Ballard-Ruscha

The current exhibition Crash at the Gagosian is a mish-mash of artworks, by a stellar cast of artists, with a vaguely 'Ballardian' connatation, however tenuous (I'm still struggling to connect Jeff Koons "New Hoover Convertibles" to Ballard, for instance - perhaps I'm just not trying).

To me, the recent exhibition of Ed Ruscha at the Hayward Gallery had a much stronger Ballardian resonance. The most potent evocation of Ballard was in the painting 'Los Angeles County Museum on Fire', completed in 1968. In planning this painting, Ruscha commented that "he always planned to assault the building somehow".

Los Angeles County Museum on Fire

In a 2006 interview, Ruscha commented:

"I’m not lighting fires," he said. "It’s a way of attaching an additional meaning to the painting that would otherwise not have fire — if I can be so simple to say. And it's fun to paint fire." Asked if "there isn’t an embedded desire to burn the Los Angeles County Museum," Ruscha said, "No. But if you want to see that as a political painting, you can — a revolt against an authority figure."

At first glance this carefully painted aerial perspective looks almost like an architect's presentation drawing. The newly finished museum, designed in 1965 by William Pereira, is a pristine temple to art, in a mid-century Intenational style. Looking closer reveals a sinister subtext: the building is on fire. Ruscha metaphorically tries to destroy the building before it has even opened. The fire and smoke helps create the powerful diagonal visual element which is present in many of Ruscha's paintings such as Standard Station (which Ruscha also painted on fire in a later work).

Blue Collar Tech Chem

The Old Tech Chem Building

There are strong recurrent themes in Ruscha's work that echo with a Ballardian sensibility.

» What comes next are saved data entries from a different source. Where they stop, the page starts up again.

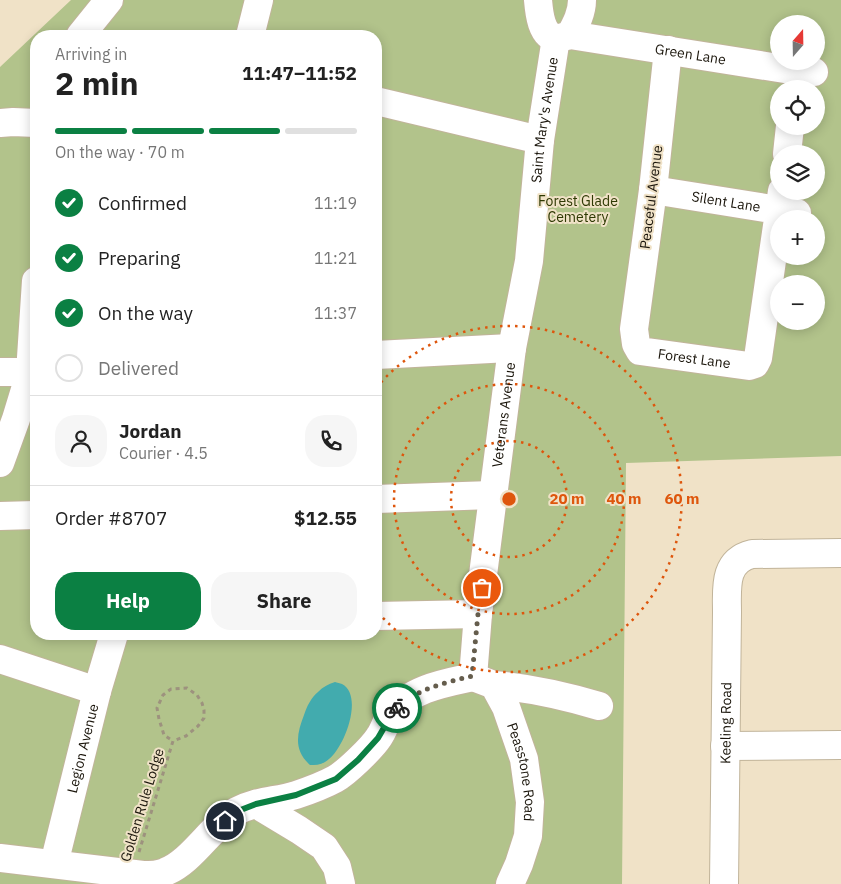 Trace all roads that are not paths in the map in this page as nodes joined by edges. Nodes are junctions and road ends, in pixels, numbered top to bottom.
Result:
1 (109, 0) edge
2 (259, 0) edge
3 (538, 0) edge
4 (582, 0) edge
5 (85, 30) edge
6 (252, 30) edge
7 (563, 37) junction
8 (668, 50) junction
9 (802, 77) edge
10 (382, 102) edge
11 (0, 123) edge
12 (30, 123) edge
13 (540, 140) junction
14 (653, 190) junction
15 (787, 205) edge
16 (636, 344) joint
17 (512, 348) junction
18 (382, 355) edge
19 (0, 372) edge
20 (30, 373) edge
21 (30, 381) edge
22 (0, 463) edge
23 (492, 495) junction
24 (382, 499) edge
25 (30, 515) edge
26 (0, 516) edge
27 (841, 553) edge
28 (478, 614) junction
29 (382, 616) edge
30 (112, 640) edge
31 (0, 659) edge
32 (483, 681) junction
33 (97, 690) junction
34 (599, 706) dead end
35 (841, 745) edge
36 (725, 746) junction
37 (256, 804) junction
38 (0, 858) edge
39 (54, 864) junction
40 (342, 884) edge
41 (510, 884) edge
42 (724, 884) edge

1 - 5 street
2 - 6 street
3 - 7 street, Saint Mary's Avenue
4 - 7 street, Saint Mary's Avenue
7 - 8 street, Green Lane
7 - 13 street, Saint Mary's Avenue
8 - 9 street, Green Lane
8 - 14 street, Peaceful Avenue
10 - 13 street
11 - 12 street
13 - 17 street, Saint Mary's Avenue
14 - 15 street, Silent Lane
14 - 16 street, Peaceful Avenue
15 - 16 street, Forest Lane
17 - 18 street, Veterans Avenue
17 - 23 street, Veterans Avenue
19 - 20 street
21 - 22 street
23 - 24 street
23 - 28 street, Veterans Avenue
25 - 26 street
27 - 36 street, Keeling Road
28 - 29 street
28 - 32 street, Veterans Avenue
30 - 33 street, Legion Avenue
31 - 33 street
32 - 34 street
32 - 37 street
32 - 41 street, Peasstone Road
33 - 39 street, Legion Avenue
35 - 36 street
36 - 42 street, Keeling Road
37 - 39 street
37 - 40 street
38 - 39 street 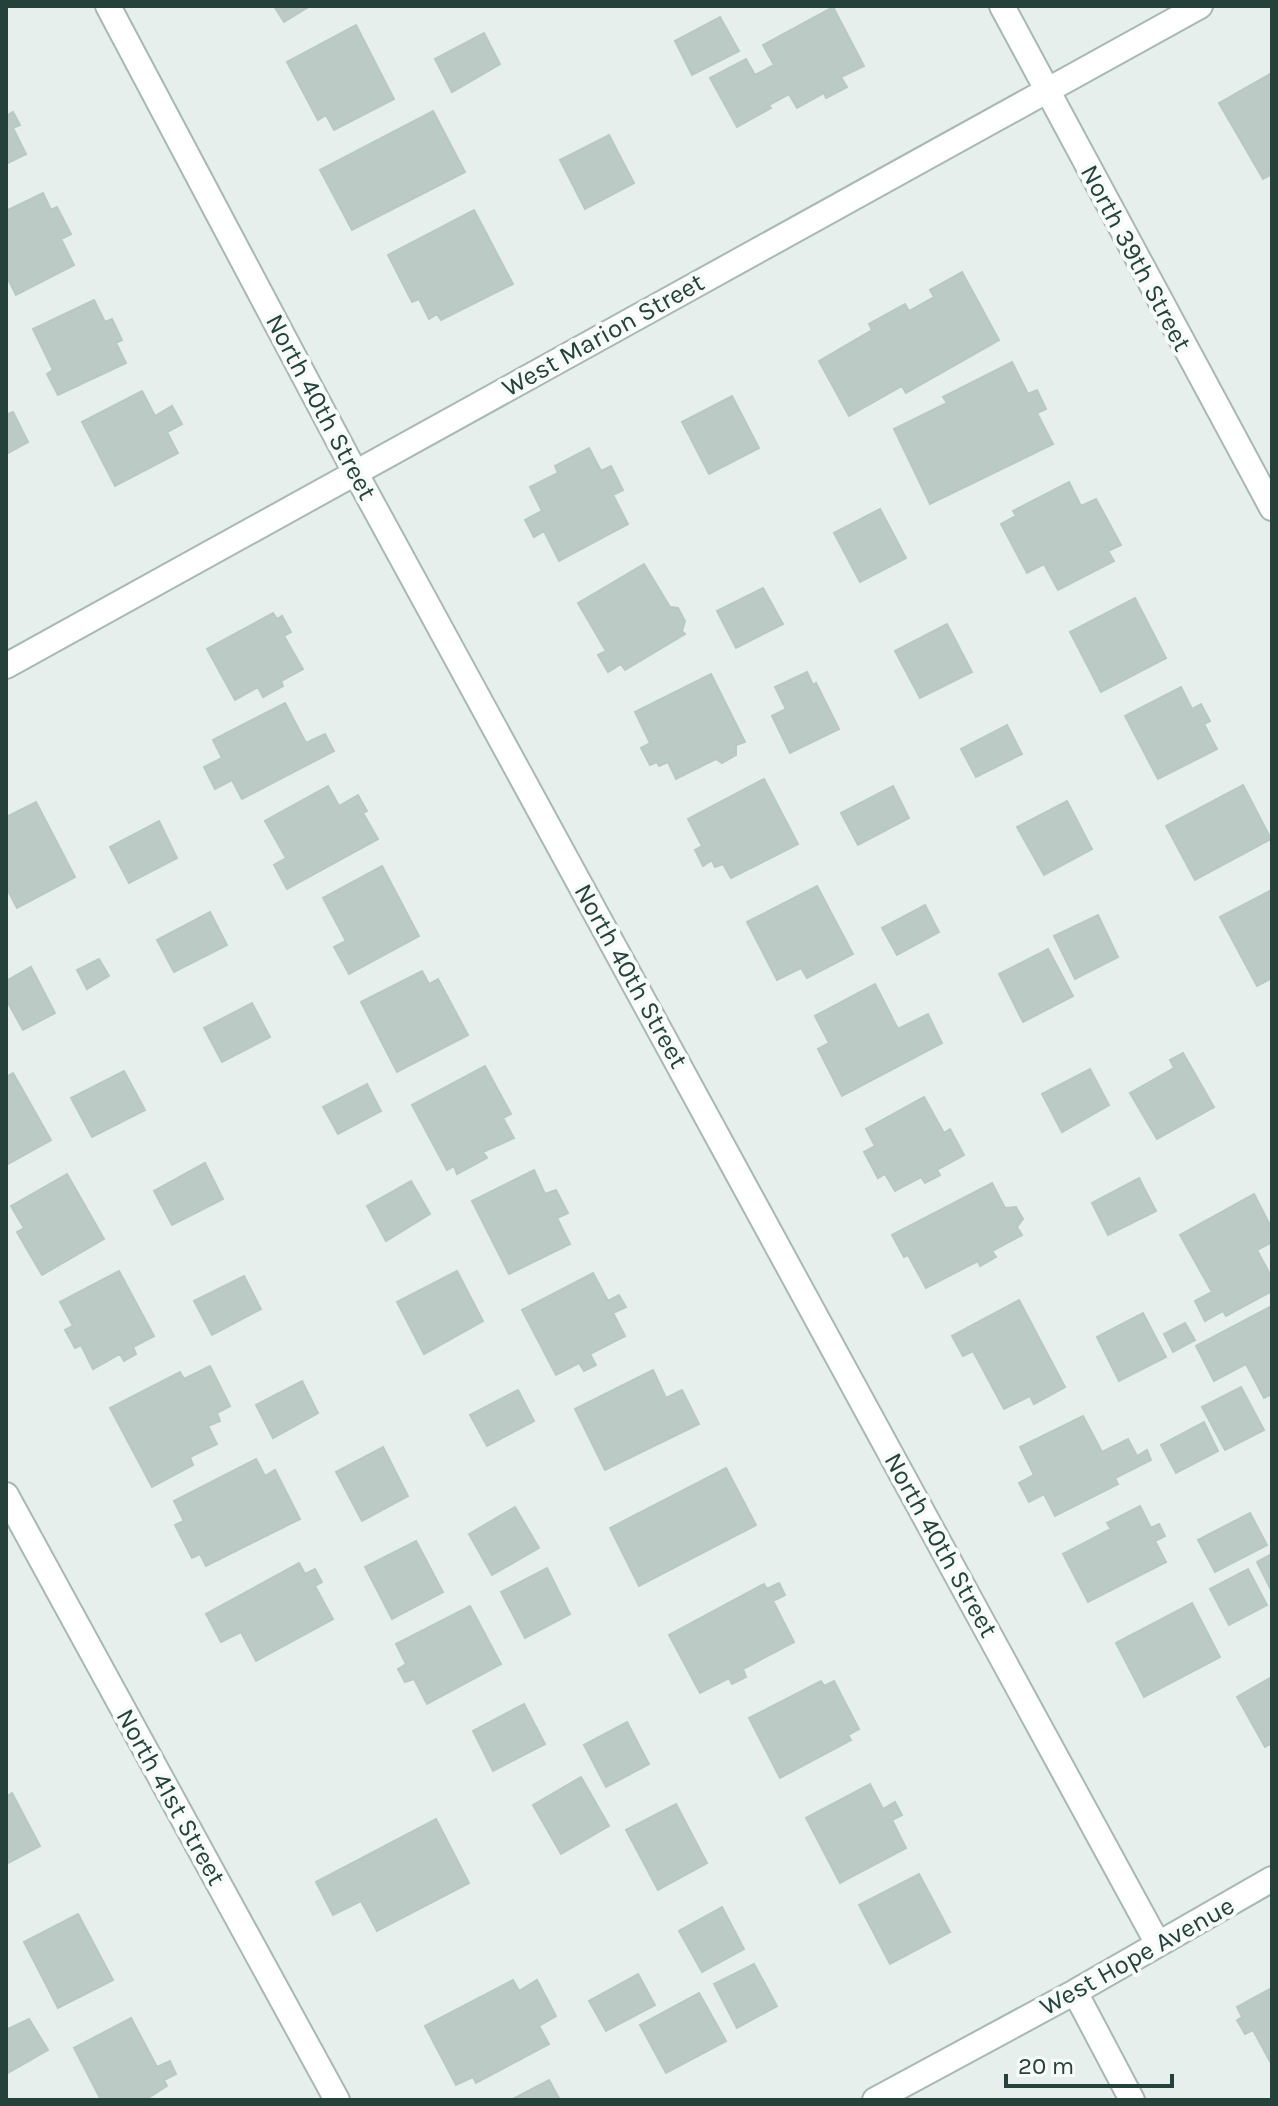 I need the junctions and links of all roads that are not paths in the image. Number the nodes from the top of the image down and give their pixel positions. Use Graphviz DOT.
graph roads {
  1 [pos="108,6"];
  2 [pos="1002,6"];
  3 [pos="1200,6"];
  4 [pos="1047,90"];
  5 [pos="355,472"];
  6 [pos="1272,508"];
  7 [pos="6,666"];
  8 [pos="6,1495"];
  9 [pos="1272,1879"];
  10 [pos="1158,1944"];
  11 [pos="1075,1992"];
  12 [pos="337,2100"];
  13 [pos="875,2100"];
  14 [pos="1132,2100"];
  1 -- 5 [label="street, North 40th Street"];
  2 -- 4 [label="street, North 39th Street"];
  3 -- 4 [label="street, West Marion Street"];
  4 -- 5 [label="street, West Marion Street"];
  4 -- 6 [label="street, North 39th Street"];
  5 -- 7 [label="street, West Marion Street"];
  5 -- 10 [label="street, North 40th Street"];
  8 -- 12 [label="street, North 41st Street"];
  9 -- 10 [label="street, West Hope Avenue"];
  10 -- 11 [label="street, West Hope Avenue"];
  11 -- 13 [label="street, West Hope Avenue"];
  11 -- 14 [label="street"];
}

In 2005, Ruscha revisited the Blue Collar series of paintings of buildings first made in 1992. Thus the building in Blue Collar Tech-Chem becomes a Fat Boy fastfood restaurant, the Blue Collar Tool and Die is now a Japanese factory, while the Trade School has become a derelict ruin. This ephemerality of the environment, the narrative of built form, has been a constant theme of Ballard's work from The Drowned World right up to Kingdom Come.